Produced and patented more than 150 years ago by the American company McIlhenny Company, Tabasco has a history and preparation that are simple and extraordinary at the same time, just like its flavor, spicy and strong. Tabasco is a sauce much loved here, in the United States that in recent years can be found easily even abroad. But what is it really and how can we enjoy it at its best? Where does this very particular sauce come from and what is it really made of? Here is everything you need to know: history, recipe and curiosities about this sauce that you will never stop using.
Tabasco, due to its more or less light spiciness and its acidic aftertaste given by the presence of vinegar, can be used in different recipes and in different ways. Certainly widely used to season mixed salads or to flavor steaks and cuts of meat perhaps cooked on the grill, it is also used to enrich sandwiches and rolls. Tabasco is also used in the world of alcoholic beverages: have you ever heard of the Bloody Mary? This cocktail is so special precisely because of the presence of a few drops of Tabasco!
Tabasco is a spicy sauce derived from the processing of the homonymous chili pepper of the Capsicum frutescens species. Tabasco was produced and patented for the first time in 1870 by the American company McIlhenny, which still jealously guards the recipe and is the only producer. Tabasco is made up of only chili peppers, salt and vinegar: the chili peppers are collected and processed with salt, placed in enormous oak barrels and left to rest for 3 years. After the maturation time, the liquid is filtered to eliminate the peels and seeds of the chili peppers and mixed with vinegar. After 30 days, Tabasco is ready to be bottled and sold all over the world!
In addition to the original recipe, over the years the manufacturing company has developed various recipes and alternatives based on the desired level of spiciness. The variants are Tabasco Habanero sauce, definitely the spiciest, widely used for meat and fish but not suitable for the most delicate palates; Tabasco Jalapeño sauce or Tabasco Verde, with a more moderate spiciness; Chipotle with a garlic flavor and a smoky aroma; Buffalo, very well known in Europe and, lastly, Sweet Spicy, the least spicy of all.
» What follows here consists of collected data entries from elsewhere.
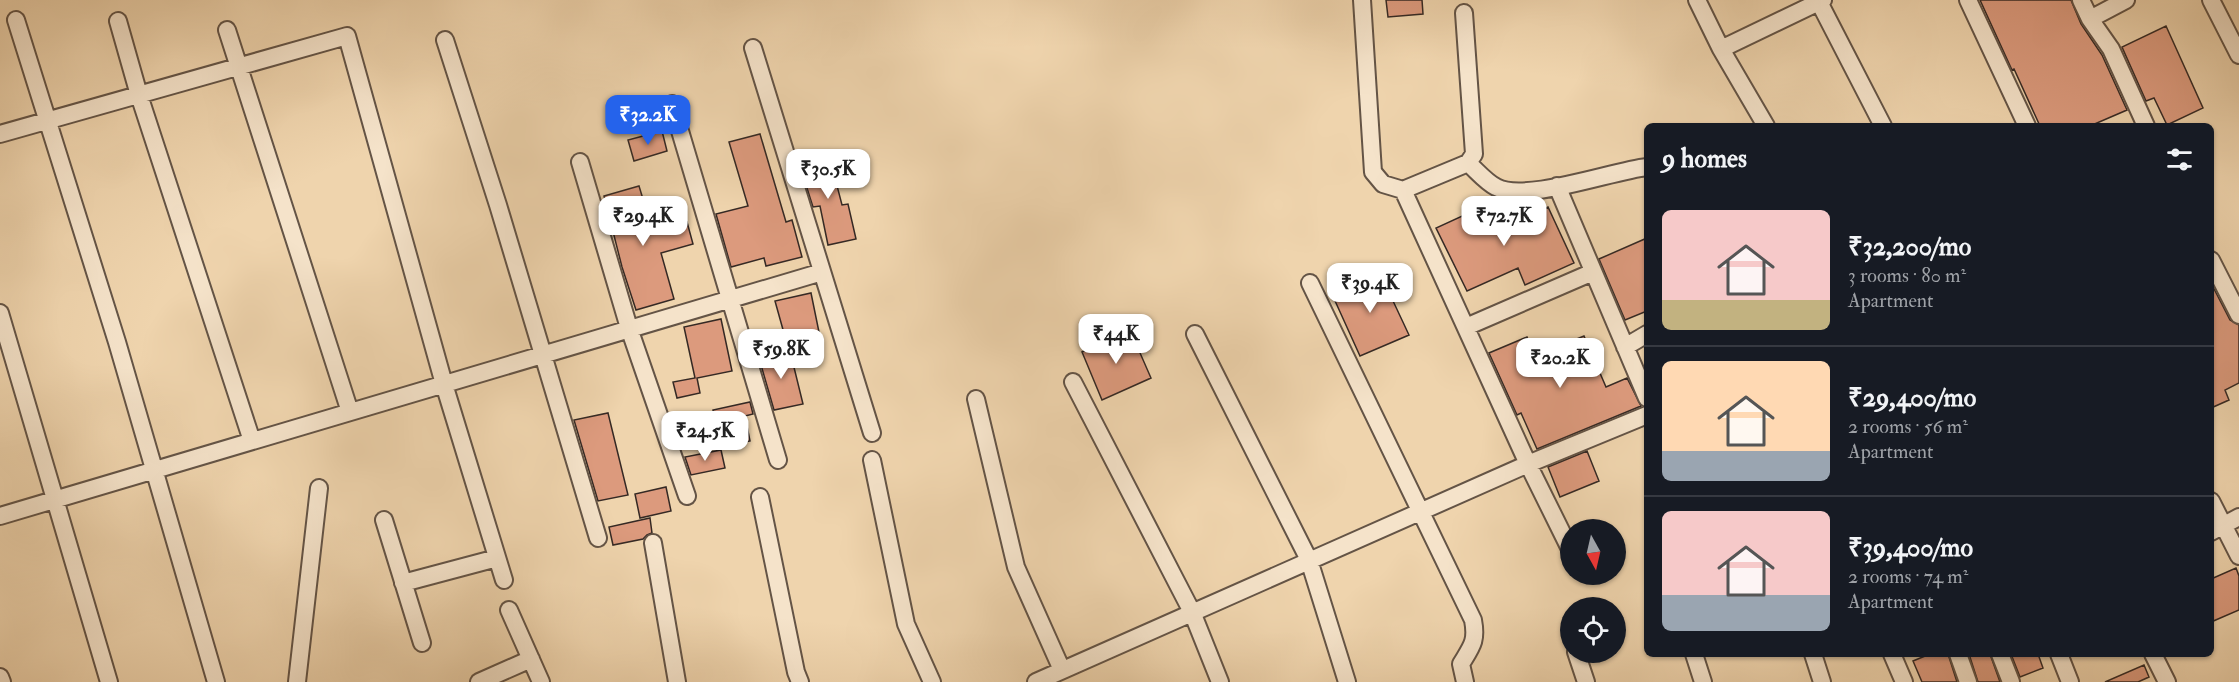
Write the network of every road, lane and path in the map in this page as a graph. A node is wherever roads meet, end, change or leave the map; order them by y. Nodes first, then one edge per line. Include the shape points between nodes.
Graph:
1 (1362, 0) edge
2 (1697, 0) edge
3 (1968, 0) edge
4 (2080, 0) edge
5 (2126, 0) edge
6 (2211, 0) edge
7 (1820, 1) edge
8 (1464, 13) dead end
9 (2090, 19) junction
10 (16, 20) dead end
11 (118, 21) dead end
12 (227, 30) dead end
13 (445, 40) dead end
14 (753, 48) dead end
15 (1721, 49) junction
16 (2239, 55) edge
17 (240, 65) junction
18 (139, 95) junction
19 (672, 104) dead end
20 (46, 121) junction
21 (1760, 123) edge
22 (1881, 123) edge
23 (2026, 123) edge
24 (2145, 123) edge
25 (0, 134) edge
26 (580, 162) dead end
27 (1468, 163) junction
28 (1644, 167) edge
29 (1557, 186) junction
30 (1404, 189) junction
31 (2214, 266) edge
32 (822, 272) junction
33 (1593, 272) junction
34 (1310, 284) dead end
35 (730, 300) junction
36 (0, 313) edge
37 (2239, 315) edge
38 (1466, 327) junction
39 (629, 328) junction
40 (1195, 334) dead end
41 (1644, 336) edge
42 (1625, 347) junction
43 (543, 355) junction
44 (1073, 382) dead end
45 (444, 384) junction
46 (1644, 391) edge
47 (976, 399) dead end
48 (350, 412) junction
49 (1644, 416) edge
50 (872, 433) dead end
51 (252, 441) junction
52 (778, 460) dead end
53 (872, 460) dead end
54 (1528, 464) junction
55 (154, 470) junction
56 (320, 488) dead end
57 (687, 496) dead end
58 (760, 497) dead end
59 (56, 499) junction
60 (1420, 512) junction
61 (0, 516) edge
62 (2239, 517) edge
63 (384, 520) dead end
64 (1560, 529) edge
65 (2217, 529) edge
66 (598, 538) dead end
67 (653, 543) dead end
68 (2239, 556) edge
69 (497, 558) junction
70 (1309, 560) junction
71 (504, 580) dead end
72 (403, 583) junction
73 (509, 610) dead end
74 (1192, 612) junction
75 (422, 643) dead end
76 (1695, 657) edge
77 (1814, 657) edge
78 (1893, 657) edge
79 (1959, 657) edge
80 (2001, 657) edge
81 (2060, 657) edge
82 (2154, 657) edge
83 (531, 659) junction
84 (1580, 663) edge
85 (1062, 670) junction
86 (0, 677) edge
87 (2, 682) edge
88 (109, 682) edge
89 (216, 682) edge
90 (297, 682) edge
91 (479, 682) edge
92 (541, 682) edge
93 (677, 682) edge
94 (800, 682) edge
95 (932, 682) edge
96 (1036, 682) edge
97 (1220, 682) edge
98 (1347, 682) edge
99 (1465, 682) edge
100 (1586, 682) edge
101 (1703, 682) edge
102 (1822, 682) edge
103 (1904, 682) edge
104 (1968, 682) edge
105 (2011, 682) edge
106 (2070, 682) edge
107 (2167, 682) edge

1 - 30 street via 1372,172 1383,184
2 - 15 street
3 - 23 street
4 - 9 street
5 - 9 street
6 - 16 street
7 - 15 street
7 - 22 street
8 - 27 street via 1474,154
9 - 24 street via 2110,49
10 - 20 street
11 - 18 street
12 - 17 street
13 - 43 street
14 - 32 street
15 - 21 street
17 - 18 street
17 - 45 street via 347,36
17 - 48 street
18 - 20 street
18 - 51 street
19 - 35 street
20 - 25 street
20 - 55 street
26 - 39 street
27 - 29 street via 1497,188 1517,193
27 - 30 street
28 - 29 street
29 - 33 street
30 - 38 street
31 - 37 street
32 - 35 street
32 - 50 street
33 - 38 street
33 - 42 street
34 - 60 street
35 - 39 street
35 - 52 street
36 - 59 street
38 - 54 street
39 - 43 street
39 - 57 street
40 - 70 street
41 - 42 street
42 - 46 street
43 - 45 street
43 - 66 street
44 - 74 street
45 - 48 street
45 - 69 street
47 - 85 street via 1016,567
48 - 51 street
49 - 54 street
51 - 55 street
53 - 95 street via 906,624
54 - 60 street
54 - 64 street
55 - 59 street
55 - 89 street
56 - 90 street
58 - 94 street
59 - 61 street
59 - 88 street
60 - 70 street
60 - 99 street via 1473,620 1476,636 1461,664
62 - 65 street
63 - 72 street
65 - 68 street
67 - 93 street
69 - 71 street
69 - 72 street
70 - 74 street
70 - 98 street
72 - 75 street
73 - 83 street
74 - 85 street
74 - 97 street
76 - 101 street
77 - 102 street
78 - 103 street
79 - 104 street
80 - 105 street
81 - 106 street
82 - 107 street
83 - 91 street
83 - 92 street
84 - 100 street
85 - 96 street
86 - 87 street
The name Tabasco probably comes from a state in Mexico where the Capsicum frutescens chili pepper plantation used to produce the sauce is thought to originate. Tabasco is produced along the coast of the Gulf of Mexico in a very particular territory that develops on an underground deposit of salt, a geological composition that certainly has its impact on the growth of the plantations.
To make sure that the chili peppers are ready to be picked and processed, red wooden sticks are used, when the chili peppers have the same color as the stick then they are ripe and it is time to pick! One last curiosity: Tabasco is included in the list of things supplied to the American army, in fact in the USA Tabasco is used on everything!